Dass zunehmend die Mitarbeitenden in den Gedenkstätten beschimpft, beleidigt oder bedroht werden, dass immer mehr Menschen, die die Vergangenheit leugnen, dies in den Gedenkstätten verlautbaren, dass immer mehr Menschen – gerade auch Jugendliche –rechtsextreme Symbole und Parolen – selbst in KZ-Gedenkstätten – verbreiten, dass Gedenkstätten attackiert, vandaliert und sogar Gräber geschändet werden – wie hier, in Vaihingen/Enz: Das ist unerträglich und inakzeptabel, es verhöhnt die Opfer, es nagt an der heldenhaften Gedenkarbeit und es ist ein Frontalangriff auf unsere Demokratie.

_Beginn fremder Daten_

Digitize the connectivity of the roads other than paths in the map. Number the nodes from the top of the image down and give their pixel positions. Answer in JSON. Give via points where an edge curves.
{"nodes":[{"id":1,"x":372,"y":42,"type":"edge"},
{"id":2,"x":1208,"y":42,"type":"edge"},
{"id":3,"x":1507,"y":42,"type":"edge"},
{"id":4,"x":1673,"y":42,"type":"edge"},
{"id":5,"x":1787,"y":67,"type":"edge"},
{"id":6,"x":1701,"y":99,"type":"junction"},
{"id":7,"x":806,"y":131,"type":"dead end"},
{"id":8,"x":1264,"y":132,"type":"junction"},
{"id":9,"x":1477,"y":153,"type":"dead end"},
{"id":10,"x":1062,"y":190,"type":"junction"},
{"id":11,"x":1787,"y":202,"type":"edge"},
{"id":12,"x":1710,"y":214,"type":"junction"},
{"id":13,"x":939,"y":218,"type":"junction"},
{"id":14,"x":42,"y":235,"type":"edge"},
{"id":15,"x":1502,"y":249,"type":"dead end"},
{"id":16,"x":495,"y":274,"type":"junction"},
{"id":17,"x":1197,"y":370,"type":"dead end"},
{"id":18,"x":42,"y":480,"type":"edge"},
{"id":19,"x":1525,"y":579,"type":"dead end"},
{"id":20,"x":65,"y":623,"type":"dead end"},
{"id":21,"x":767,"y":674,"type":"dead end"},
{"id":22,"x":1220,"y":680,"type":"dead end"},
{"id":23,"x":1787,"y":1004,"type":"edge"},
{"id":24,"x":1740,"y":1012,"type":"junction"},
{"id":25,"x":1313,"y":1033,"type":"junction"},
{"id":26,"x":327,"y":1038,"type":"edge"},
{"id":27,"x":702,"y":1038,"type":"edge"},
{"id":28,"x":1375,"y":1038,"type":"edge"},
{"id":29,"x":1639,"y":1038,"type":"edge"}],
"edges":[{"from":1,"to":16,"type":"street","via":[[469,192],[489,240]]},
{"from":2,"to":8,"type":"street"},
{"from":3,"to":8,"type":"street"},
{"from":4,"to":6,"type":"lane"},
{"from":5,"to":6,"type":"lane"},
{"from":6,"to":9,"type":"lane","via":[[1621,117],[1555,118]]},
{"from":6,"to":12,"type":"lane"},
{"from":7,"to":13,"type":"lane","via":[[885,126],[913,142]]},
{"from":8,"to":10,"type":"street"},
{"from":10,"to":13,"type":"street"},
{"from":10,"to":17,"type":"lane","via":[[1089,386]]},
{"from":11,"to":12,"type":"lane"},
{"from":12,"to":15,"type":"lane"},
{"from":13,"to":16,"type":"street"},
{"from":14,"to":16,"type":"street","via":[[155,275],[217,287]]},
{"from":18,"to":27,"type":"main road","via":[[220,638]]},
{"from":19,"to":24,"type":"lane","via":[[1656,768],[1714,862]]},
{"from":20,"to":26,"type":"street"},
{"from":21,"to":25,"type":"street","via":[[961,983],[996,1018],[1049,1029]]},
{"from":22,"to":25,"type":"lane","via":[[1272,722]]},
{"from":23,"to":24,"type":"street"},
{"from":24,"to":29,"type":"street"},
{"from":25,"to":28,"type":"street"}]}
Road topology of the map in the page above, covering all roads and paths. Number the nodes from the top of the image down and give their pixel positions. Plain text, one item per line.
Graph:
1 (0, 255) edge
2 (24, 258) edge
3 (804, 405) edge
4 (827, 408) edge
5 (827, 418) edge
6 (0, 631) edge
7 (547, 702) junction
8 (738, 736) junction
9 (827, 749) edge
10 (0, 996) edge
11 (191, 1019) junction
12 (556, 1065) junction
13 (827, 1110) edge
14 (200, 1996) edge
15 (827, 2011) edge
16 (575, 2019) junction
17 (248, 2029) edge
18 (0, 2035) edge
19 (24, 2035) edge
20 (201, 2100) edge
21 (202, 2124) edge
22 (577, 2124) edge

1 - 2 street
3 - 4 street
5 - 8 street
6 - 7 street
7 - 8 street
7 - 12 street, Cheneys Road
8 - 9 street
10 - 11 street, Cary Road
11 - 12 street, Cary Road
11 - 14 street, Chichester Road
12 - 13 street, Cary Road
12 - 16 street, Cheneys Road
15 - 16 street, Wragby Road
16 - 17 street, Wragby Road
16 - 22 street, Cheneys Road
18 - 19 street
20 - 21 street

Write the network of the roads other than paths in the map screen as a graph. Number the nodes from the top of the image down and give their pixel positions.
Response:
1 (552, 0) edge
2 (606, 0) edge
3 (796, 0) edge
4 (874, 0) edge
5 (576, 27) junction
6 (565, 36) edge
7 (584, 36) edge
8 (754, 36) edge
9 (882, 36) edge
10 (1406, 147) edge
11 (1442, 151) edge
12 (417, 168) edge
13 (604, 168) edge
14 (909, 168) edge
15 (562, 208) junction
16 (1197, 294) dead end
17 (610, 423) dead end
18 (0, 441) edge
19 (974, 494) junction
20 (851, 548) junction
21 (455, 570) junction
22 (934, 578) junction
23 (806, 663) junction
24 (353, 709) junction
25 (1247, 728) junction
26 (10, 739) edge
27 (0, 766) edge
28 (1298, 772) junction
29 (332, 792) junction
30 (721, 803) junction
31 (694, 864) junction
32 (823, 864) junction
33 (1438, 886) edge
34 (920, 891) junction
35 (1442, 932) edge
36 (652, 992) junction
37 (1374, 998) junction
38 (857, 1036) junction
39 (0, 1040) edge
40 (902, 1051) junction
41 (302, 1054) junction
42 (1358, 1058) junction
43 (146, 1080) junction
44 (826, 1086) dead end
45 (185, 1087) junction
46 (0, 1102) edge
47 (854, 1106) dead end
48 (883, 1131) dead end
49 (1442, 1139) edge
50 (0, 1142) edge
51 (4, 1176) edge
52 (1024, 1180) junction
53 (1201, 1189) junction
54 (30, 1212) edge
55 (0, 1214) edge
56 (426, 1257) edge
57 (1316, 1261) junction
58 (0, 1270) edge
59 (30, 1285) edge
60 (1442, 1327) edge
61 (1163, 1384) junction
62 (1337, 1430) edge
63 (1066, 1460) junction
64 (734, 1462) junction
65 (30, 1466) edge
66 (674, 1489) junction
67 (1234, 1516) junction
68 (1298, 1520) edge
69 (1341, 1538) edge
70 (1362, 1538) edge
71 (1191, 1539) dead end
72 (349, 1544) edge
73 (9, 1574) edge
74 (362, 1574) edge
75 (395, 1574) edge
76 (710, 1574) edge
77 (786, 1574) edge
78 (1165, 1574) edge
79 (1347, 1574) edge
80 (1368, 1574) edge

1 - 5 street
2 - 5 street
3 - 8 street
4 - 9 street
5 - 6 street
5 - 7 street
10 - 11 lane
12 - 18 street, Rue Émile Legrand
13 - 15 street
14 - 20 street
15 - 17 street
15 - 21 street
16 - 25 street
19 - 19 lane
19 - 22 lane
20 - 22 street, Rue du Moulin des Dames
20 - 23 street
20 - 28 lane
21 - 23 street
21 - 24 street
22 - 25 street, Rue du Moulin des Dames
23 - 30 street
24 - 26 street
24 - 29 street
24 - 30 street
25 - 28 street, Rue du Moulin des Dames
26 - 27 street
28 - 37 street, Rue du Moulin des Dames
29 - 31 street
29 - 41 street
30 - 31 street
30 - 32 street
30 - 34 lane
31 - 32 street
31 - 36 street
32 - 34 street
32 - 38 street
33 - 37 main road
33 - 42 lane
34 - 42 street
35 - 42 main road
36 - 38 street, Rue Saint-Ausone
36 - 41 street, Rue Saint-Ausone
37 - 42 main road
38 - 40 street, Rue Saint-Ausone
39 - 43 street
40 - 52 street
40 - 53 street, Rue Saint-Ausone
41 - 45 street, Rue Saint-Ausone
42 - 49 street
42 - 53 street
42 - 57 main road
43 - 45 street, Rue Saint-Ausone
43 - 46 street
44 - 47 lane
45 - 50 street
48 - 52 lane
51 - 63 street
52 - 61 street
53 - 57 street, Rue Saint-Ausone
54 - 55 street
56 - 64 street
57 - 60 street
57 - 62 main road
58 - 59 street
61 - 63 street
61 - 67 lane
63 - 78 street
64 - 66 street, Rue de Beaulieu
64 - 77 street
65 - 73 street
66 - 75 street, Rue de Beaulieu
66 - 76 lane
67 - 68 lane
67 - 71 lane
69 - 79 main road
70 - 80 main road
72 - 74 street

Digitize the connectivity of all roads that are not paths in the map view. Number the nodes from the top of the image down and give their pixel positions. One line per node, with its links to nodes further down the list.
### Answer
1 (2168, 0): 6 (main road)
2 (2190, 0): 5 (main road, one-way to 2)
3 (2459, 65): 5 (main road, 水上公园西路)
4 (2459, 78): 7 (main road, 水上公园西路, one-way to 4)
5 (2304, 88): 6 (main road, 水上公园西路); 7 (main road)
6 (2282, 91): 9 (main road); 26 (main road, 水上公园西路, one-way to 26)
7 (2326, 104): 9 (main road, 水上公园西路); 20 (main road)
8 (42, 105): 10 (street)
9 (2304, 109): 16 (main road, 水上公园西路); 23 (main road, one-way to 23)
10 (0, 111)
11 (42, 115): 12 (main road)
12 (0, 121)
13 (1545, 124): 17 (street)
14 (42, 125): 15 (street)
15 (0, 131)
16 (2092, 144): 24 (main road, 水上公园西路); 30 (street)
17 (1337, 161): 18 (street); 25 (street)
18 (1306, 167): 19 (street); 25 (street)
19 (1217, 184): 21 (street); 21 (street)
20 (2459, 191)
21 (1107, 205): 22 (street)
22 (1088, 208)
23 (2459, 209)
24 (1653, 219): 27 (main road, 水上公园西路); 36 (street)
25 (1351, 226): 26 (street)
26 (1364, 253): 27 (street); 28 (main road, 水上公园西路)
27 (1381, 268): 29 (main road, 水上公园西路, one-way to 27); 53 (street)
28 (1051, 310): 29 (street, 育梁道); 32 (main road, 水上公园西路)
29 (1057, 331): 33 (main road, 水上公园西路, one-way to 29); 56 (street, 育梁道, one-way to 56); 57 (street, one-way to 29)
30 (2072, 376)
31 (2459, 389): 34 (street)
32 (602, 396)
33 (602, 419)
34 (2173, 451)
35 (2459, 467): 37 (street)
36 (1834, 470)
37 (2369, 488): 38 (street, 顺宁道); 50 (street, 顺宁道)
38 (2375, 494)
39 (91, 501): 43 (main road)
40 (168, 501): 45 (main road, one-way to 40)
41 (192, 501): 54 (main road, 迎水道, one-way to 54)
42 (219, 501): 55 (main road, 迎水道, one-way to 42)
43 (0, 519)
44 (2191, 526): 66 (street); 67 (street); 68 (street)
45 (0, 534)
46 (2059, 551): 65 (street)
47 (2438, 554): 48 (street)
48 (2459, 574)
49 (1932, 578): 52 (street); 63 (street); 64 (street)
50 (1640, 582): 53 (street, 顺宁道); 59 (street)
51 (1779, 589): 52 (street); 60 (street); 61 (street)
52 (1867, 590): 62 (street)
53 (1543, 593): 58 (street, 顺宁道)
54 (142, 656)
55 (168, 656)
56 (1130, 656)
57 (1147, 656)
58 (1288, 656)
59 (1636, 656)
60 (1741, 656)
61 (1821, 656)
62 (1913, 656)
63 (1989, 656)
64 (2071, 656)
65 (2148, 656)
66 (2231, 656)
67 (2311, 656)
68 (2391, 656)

Und die Gedenkstätten haben die vollste Solidarität und den absoluten Rückhalt – nicht nur von mir persönlich, sondern auch von allen demokratischen Fraktionen im Landtag von Baden-Württemberg! Aber das ist nicht nur eine Sache des Landtags: Unser ganzer Rechtsstaat muss jetzt Zähne zeigen! Und auch die Zivilgesellschaft ist gefragt: Es ist an uns allen, an jeder und jedem von uns, dem Rechtsextremismus entgegenzutreten. Und mit dem Erinnern fängt es an!
Meine Damen und Herren,
wollen wir Deutsche noch hinschauen?
Ich sage: Wir müssen! Wir müssen auf die Vergangenheit schauen und wir müssen jetzt hinschauen, damit wir morgen noch in den Spiegel schauen können – und in eine Zukunft in Freiheit und Demokratie!